**Your objective:** Will you quote all of the entries, word for word?
─── Data for review ───
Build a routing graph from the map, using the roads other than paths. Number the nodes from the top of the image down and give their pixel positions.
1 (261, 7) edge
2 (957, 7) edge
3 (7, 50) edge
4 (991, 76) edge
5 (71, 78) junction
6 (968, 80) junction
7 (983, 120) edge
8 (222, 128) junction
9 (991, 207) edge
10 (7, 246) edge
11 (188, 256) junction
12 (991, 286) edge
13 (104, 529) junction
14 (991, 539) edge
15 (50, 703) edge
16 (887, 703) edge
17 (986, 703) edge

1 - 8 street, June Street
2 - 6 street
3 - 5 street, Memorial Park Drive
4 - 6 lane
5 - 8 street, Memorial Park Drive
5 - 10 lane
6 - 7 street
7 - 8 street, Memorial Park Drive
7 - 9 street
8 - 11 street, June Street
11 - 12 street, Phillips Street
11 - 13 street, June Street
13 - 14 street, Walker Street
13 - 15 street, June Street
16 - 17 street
───
**Response to this exercise:**
Build a routing graph from the map, using the roads other than paths. Number the nodes from the top of the image down and give their pixel positions.
1 (261, 7) edge
2 (957, 7) edge
3 (7, 50) edge
4 (991, 76) edge
5 (71, 78) junction
6 (968, 80) junction
7 (983, 120) edge
8 (222, 128) junction
9 (991, 207) edge
10 (7, 246) edge
11 (188, 256) junction
12 (991, 286) edge
13 (104, 529) junction
14 (991, 539) edge
15 (50, 703) edge
16 (887, 703) edge
17 (986, 703) edge

1 - 8 street, June Street
2 - 6 street
3 - 5 street, Memorial Park Drive
4 - 6 lane
5 - 8 street, Memorial Park Drive
5 - 10 lane
6 - 7 street
7 - 8 street, Memorial Park Drive
7 - 9 street
8 - 11 street, June Street
11 - 12 street, Phillips Street
11 - 13 street, June Street
13 - 14 street, Walker Street
13 - 15 street, June Street
16 - 17 street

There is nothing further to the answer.